Activity:
Would you return the data exactly as given, except for its pictures?

Record excerpts:
***
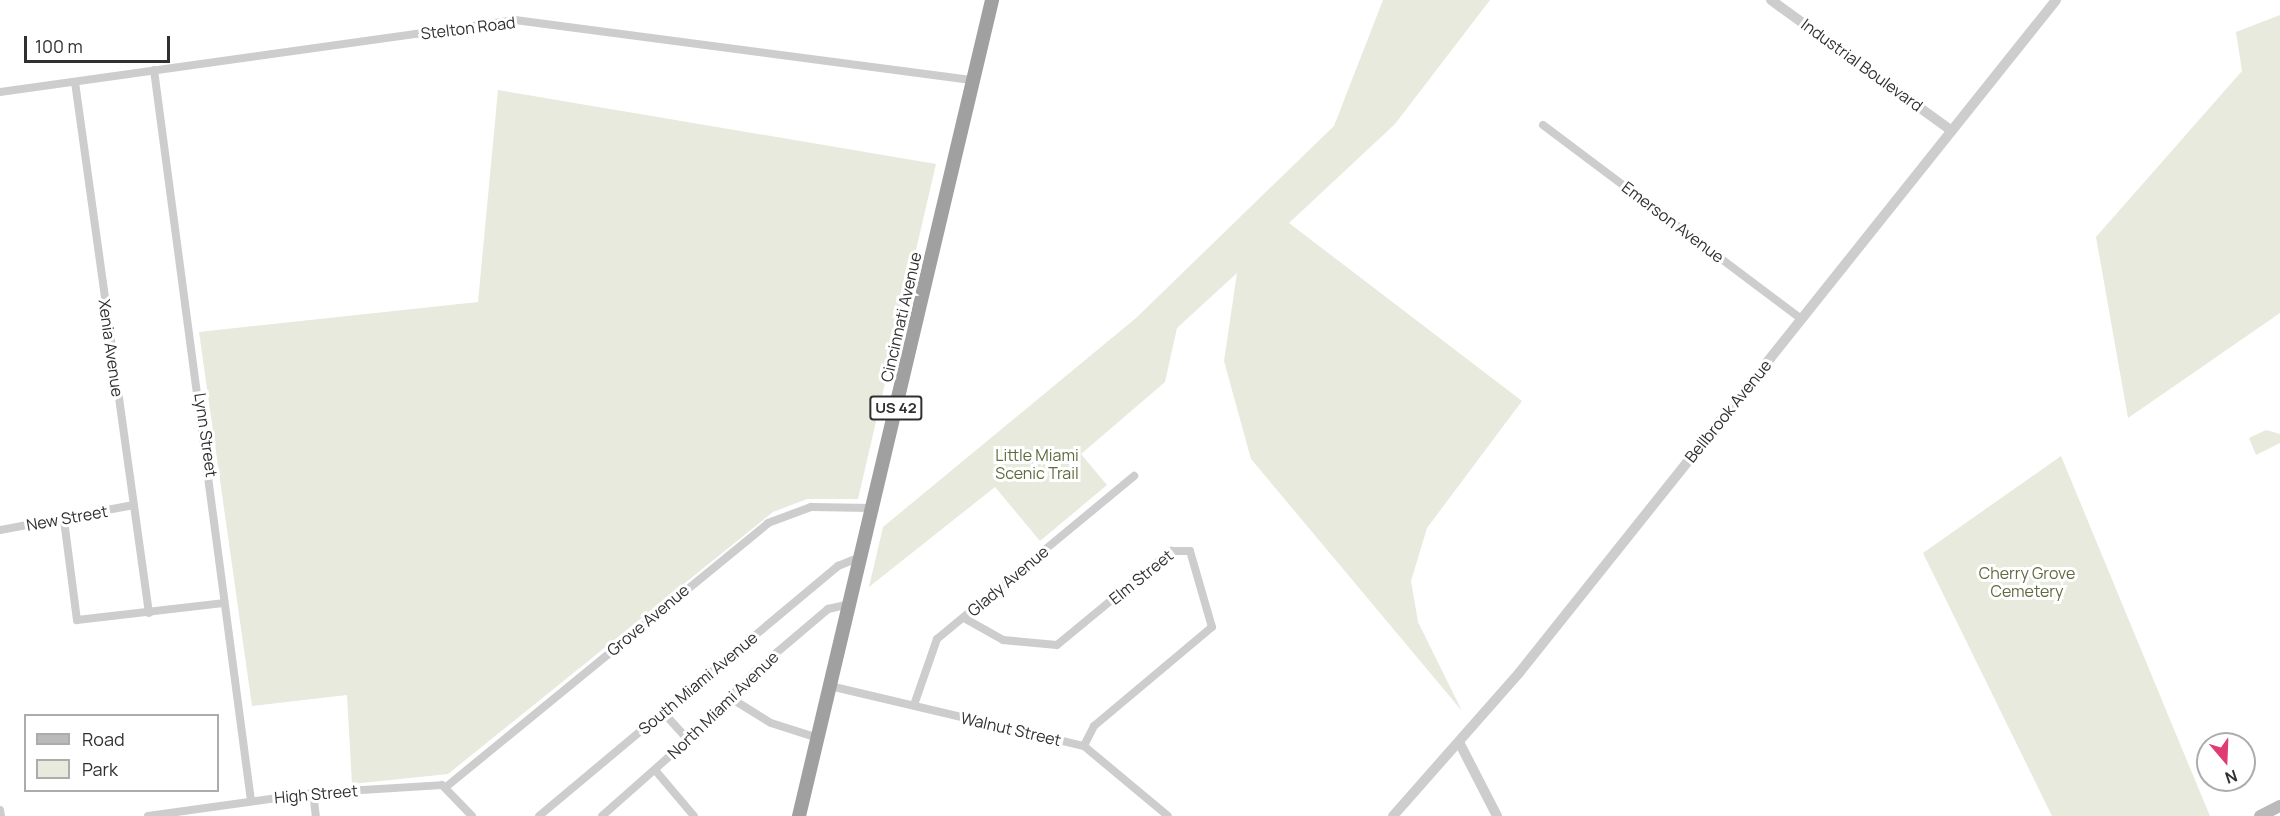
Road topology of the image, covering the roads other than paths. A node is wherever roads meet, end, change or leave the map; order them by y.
1 (992, 0) edge
2 (1771, 0) edge
3 (2056, 0) edge
4 (154, 70) junction
5 (973, 81) junction
6 (75, 82) junction
7 (0, 92) edge
8 (1543, 125) dead end
9 (1952, 131) junction
10 (1801, 319) junction
11 (1134, 476) dead end
12 (134, 505) junction
13 (872, 508) junction
14 (63, 520) junction
15 (0, 530) edge
16 (860, 557) junction
17 (223, 603) junction
18 (849, 604) junction
19 (149, 613) junction
20 (964, 618) junction
21 (830, 686) junction
22 (729, 697) junction
23 (914, 705) junction
24 (663, 712) junction
25 (818, 738) junction
26 (688, 740) junction
27 (1459, 742) junction
28 (1084, 746) junction
29 (655, 770) junction
30 (446, 787) junction
31 (313, 793) junction
32 (251, 801) junction
33 (2280, 806) edge
34 (0, 810) edge
35 (1, 816) edge
36 (148, 816) edge
37 (315, 816) edge
38 (472, 816) edge
39 (539, 816) edge
40 (602, 816) edge
41 (694, 816) edge
42 (799, 816) edge
43 (1168, 816) edge
44 (1394, 816) edge
45 (1497, 816) edge
46 (2260, 816) edge

1 - 5 highway, Cincinnati Avenue / US 42
2 - 9 street, Industrial Boulevard
3 - 9 street, Bellbrook Avenue
4 - 5 street, Stelton Road
4 - 6 street, Stelton Road
4 - 17 street, Lynn Street
5 - 13 highway, Cincinnati Avenue / US 42
6 - 7 street, Stelton Road
6 - 12 street, Xenia Avenue
8 - 10 street, Emerson Avenue
9 - 10 street, Bellbrook Avenue
10 - 27 street, Bellbrook Avenue
11 - 20 street, Glady Avenue
12 - 14 street, New Street
12 - 19 street, Xenia Avenue
13 - 16 highway, Cincinnati Avenue / US 42
13 - 30 street, Grove Avenue
14 - 15 street, New Street
14 - 19 street
16 - 18 highway, Cincinnati Avenue / US 42
16 - 24 street, South Miami Avenue
17 - 19 street
17 - 32 street, Lynn Street
18 - 21 highway, Cincinnati Avenue / US 42
18 - 22 street, North Miami Avenue
20 - 23 street, Glady Avenue
20 - 28 street, Elm Street
21 - 23 street, Walnut Street
21 - 25 highway, Cincinnati Avenue / US 42
22 - 25 street
22 - 26 street, North Miami Avenue
23 - 28 street, Walnut Street
24 - 26 street
24 - 39 street, South Miami Avenue
25 - 42 highway, Cincinnati Avenue / US 42
26 - 29 street, North Miami Avenue
27 - 44 street, Bellbrook Avenue
27 - 45 street
28 - 43 street, Walnut Street
29 - 40 street, North Miami Avenue
29 - 41 street
30 - 31 street, High Street
30 - 38 street
31 - 32 street, High Street
31 - 37 street
32 - 36 street, High Street
33 - 46 main road
34 - 35 street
***
Output of the task:
Road topology of the image, covering the roads other than paths. A node is wherever roads meet, end, change or leave the map; order them by y.
1 (992, 0) edge
2 (1771, 0) edge
3 (2056, 0) edge
4 (154, 70) junction
5 (973, 81) junction
6 (75, 82) junction
7 (0, 92) edge
8 (1543, 125) dead end
9 (1952, 131) junction
10 (1801, 319) junction
11 (1134, 476) dead end
12 (134, 505) junction
13 (872, 508) junction
14 (63, 520) junction
15 (0, 530) edge
16 (860, 557) junction
17 (223, 603) junction
18 (849, 604) junction
19 (149, 613) junction
20 (964, 618) junction
21 (830, 686) junction
22 (729, 697) junction
23 (914, 705) junction
24 (663, 712) junction
25 (818, 738) junction
26 (688, 740) junction
27 (1459, 742) junction
28 (1084, 746) junction
29 (655, 770) junction
30 (446, 787) junction
31 (313, 793) junction
32 (251, 801) junction
33 (2280, 806) edge
34 (0, 810) edge
35 (1, 816) edge
36 (148, 816) edge
37 (315, 816) edge
38 (472, 816) edge
39 (539, 816) edge
40 (602, 816) edge
41 (694, 816) edge
42 (799, 816) edge
43 (1168, 816) edge
44 (1394, 816) edge
45 (1497, 816) edge
46 (2260, 816) edge

1 - 5 highway, Cincinnati Avenue / US 42
2 - 9 street, Industrial Boulevard
3 - 9 street, Bellbrook Avenue
4 - 5 street, Stelton Road
4 - 6 street, Stelton Road
4 - 17 street, Lynn Street
5 - 13 highway, Cincinnati Avenue / US 42
6 - 7 street, Stelton Road
6 - 12 street, Xenia Avenue
8 - 10 street, Emerson Avenue
9 - 10 street, Bellbrook Avenue
10 - 27 street, Bellbrook Avenue
11 - 20 street, Glady Avenue
12 - 14 street, New Street
12 - 19 street, Xenia Avenue
13 - 16 highway, Cincinnati Avenue / US 42
13 - 30 street, Grove Avenue
14 - 15 street, New Street
14 - 19 street
16 - 18 highway, Cincinnati Avenue / US 42
16 - 24 street, South Miami Avenue
17 - 19 street
17 - 32 street, Lynn Street
18 - 21 highway, Cincinnati Avenue / US 42
18 - 22 street, North Miami Avenue
20 - 23 street, Glady Avenue
20 - 28 street, Elm Street
21 - 23 street, Walnut Street
21 - 25 highway, Cincinnati Avenue / US 42
22 - 25 street
22 - 26 street, North Miami Avenue
23 - 28 street, Walnut Street
24 - 26 street
24 - 39 street, South Miami Avenue
25 - 42 highway, Cincinnati Avenue / US 42
26 - 29 street, North Miami Avenue
27 - 44 street, Bellbrook Avenue
27 - 45 street
28 - 43 street, Walnut Street
29 - 40 street, North Miami Avenue
29 - 41 street
30 - 31 street, High Street
30 - 38 street
31 - 32 street, High Street
31 - 37 street
32 - 36 street, High Street
33 - 46 main road
34 - 35 street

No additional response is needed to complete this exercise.